The SEC’s investigation is continuing.
Penny Stock CEO Charged by SEC in Pump-and-Dump
Joseph Noel, CEO of San Francisco-based YesDTCHoldings, a penny stock company, was charged by the SEC with defrauding investors by means of phony press releases that depicted his so-called marketing and infomercial company as successful. That drove the stock price up so he could secretly sell millions of shares into the public market for more than $300,000 in illicit profits.
According to the agency, the deceptive press releases about the company touted exclusive distribution rights, licensing agreements, and certain products supposedly certified by the government. They spiked the stock price and enabled Noel to dump the shares.
To top it off, to evade disclosure of the fact that he was selling them, Noel sold the shares through a company he created in his teenage daughter’s name.
The SEC seeks disgorgement of ill-gotten gains plus prejudgment interest and a financial penalty as well as a permanent injunction. The SEC also is seeking an officer-and-director bar and a penny stock bar against Noel. In addition, it has suspended trading in the stock and instituted an administrative proceeding to revoke its registration.
Three Penny Stock Promoters Charged in Pump-and-Dump Scheme
Anthony Thompson, Jay Fung and Eric Van Nguyen were charged by the SEC with conducting pump-and-dump schemes involving stocks they were touting in their supposedly independent newsletters.
According to the agency, Thompson, Fund and Van Nguyen coordinated their efforts to gain control of a large portion of microcap company shares. Then they pushed them in newsletters they sent out to prospective investors. Once they created enough demand to increase the price, they sold out and moved on, leaving the stock prices to collapse and their investors to face significant losses.
The three promoters conducted five separate schemes that brought them more than $10 million in ill-gotten gains. The penny stocks they manipulated were Blast Applications Inc., Smart Holdings Inc., Blue Gem Enterprise Inc., Lyric Jeans Inc., and Mass Hysteria Entertainment Co. Inc.
Thompson, of Bethesda, Maryland, distributed several electronic penny stock promotion newsletters with such names as FreeInvestmentReport.com and OxofWallStreet.com. Fung, of Delray Beach, Florida, distributed his newsletters at such websites as PennyPic.com, and Van Nguyen was typically based in Canada and distributed electronic penny stock promotion newsletters on such websites as UnrealStocks.com and InsanePicks.com.
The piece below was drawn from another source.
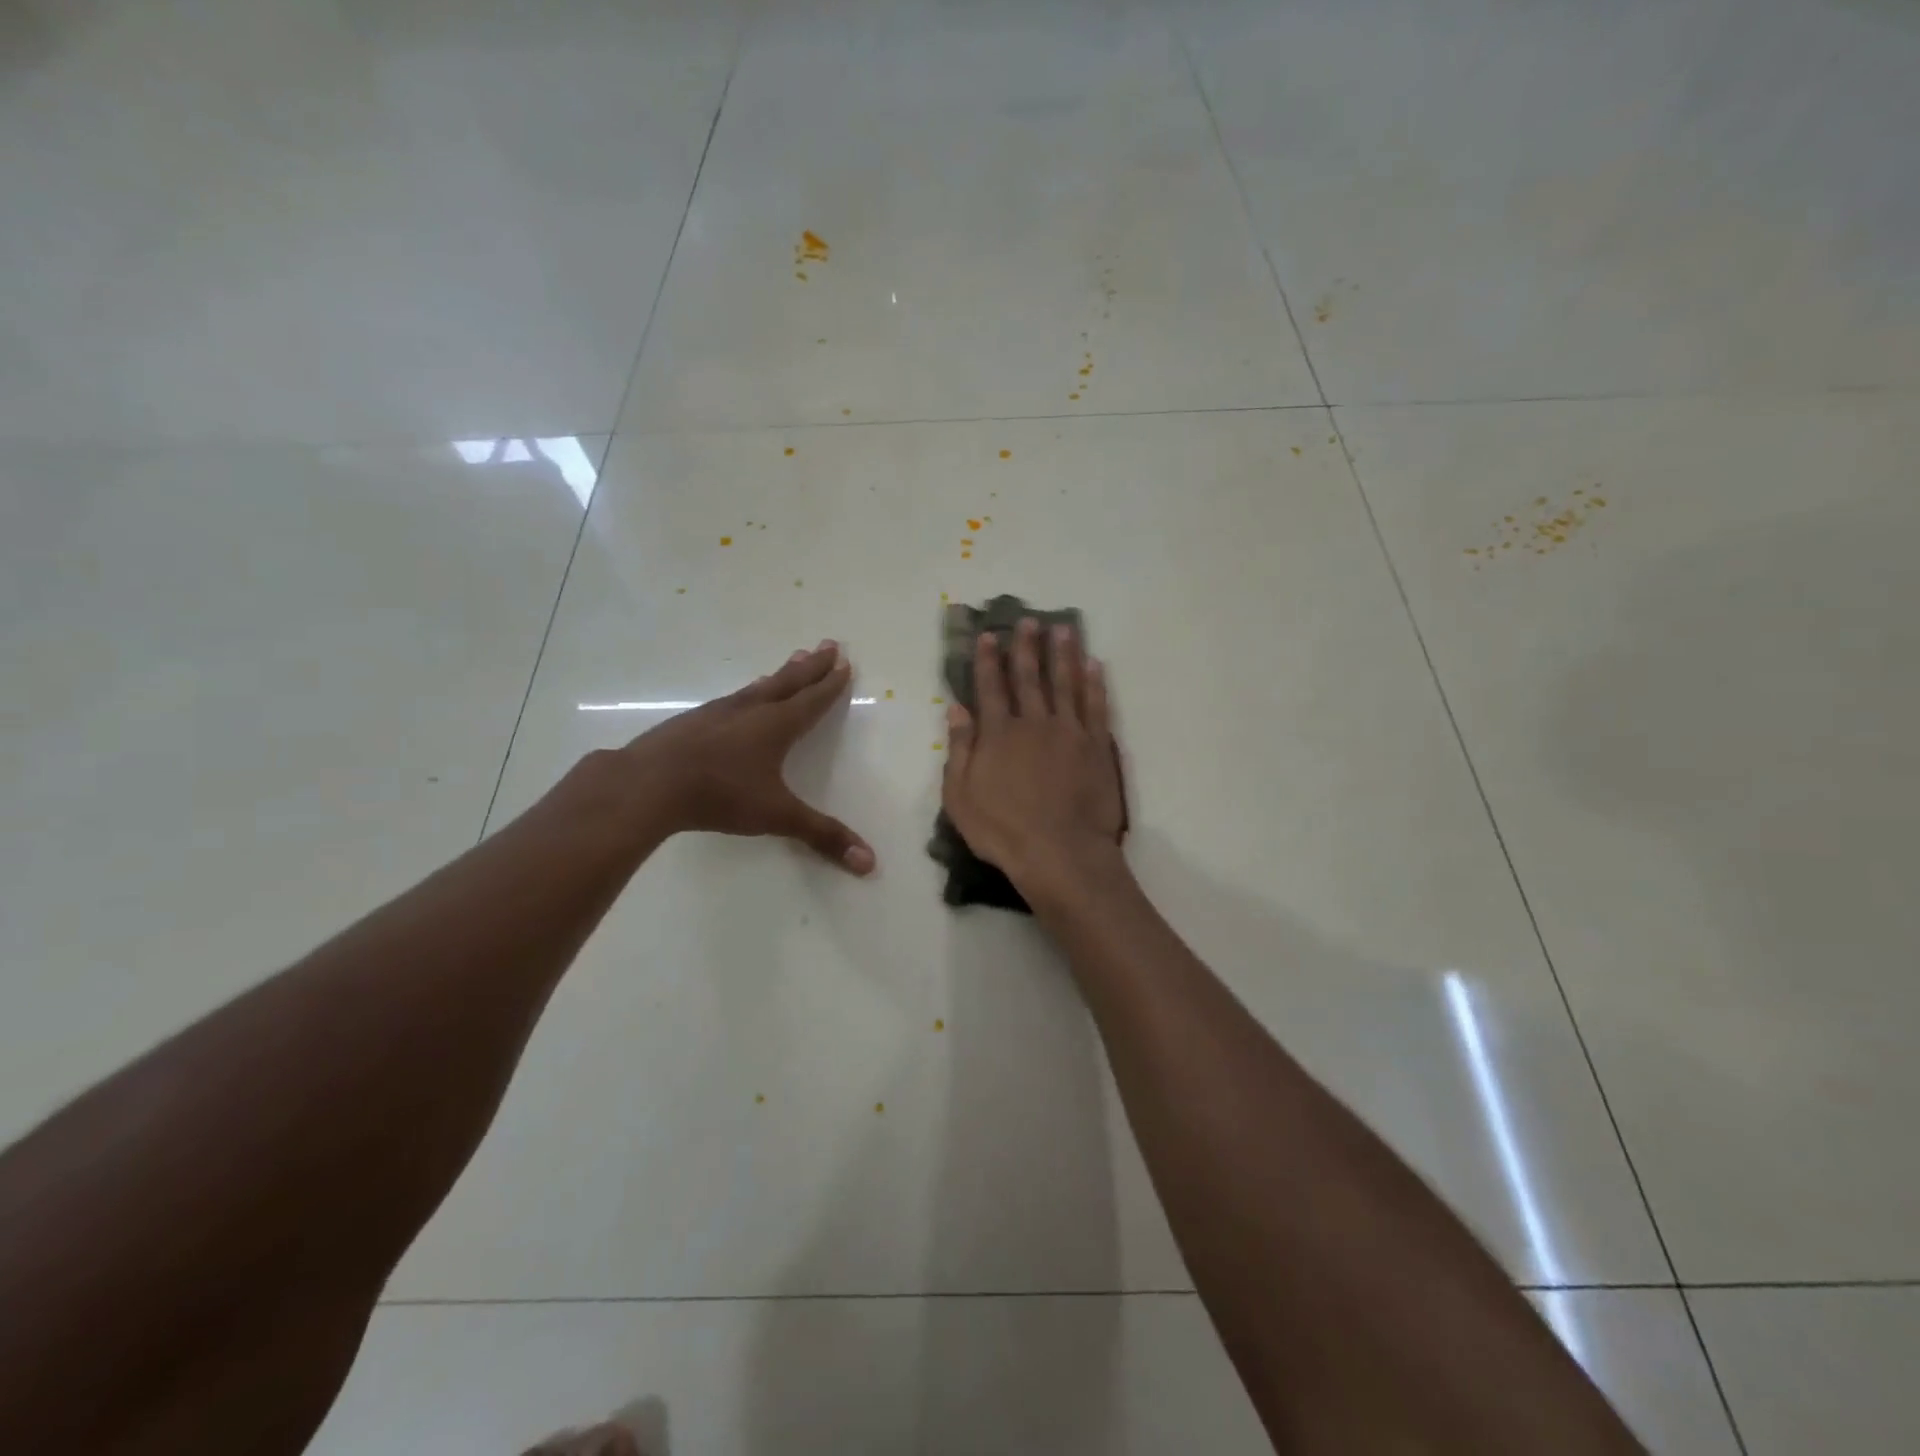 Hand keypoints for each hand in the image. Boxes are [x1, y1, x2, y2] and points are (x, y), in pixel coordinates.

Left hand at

While the three coordinated their campaigns, they said they “may” or “might” sell shares of those companies, but all along their intent was always to dump the shares—and in some cases they were already doing so. They also neglected to mention all the compensation they got for pushing the stocks, and naturally hid their efforts to boost the prices for their own benefit.
Thompson, Fung, and Van Nguyen are charged with violating the antifraud and anti-touting provisions of the federal securities laws and related rules. The SEC is seeking disgorgement of ill-gotten gains from the schemes plus prejudgment interest and penalties, as well as permanent injunctions against further violations of the securities laws.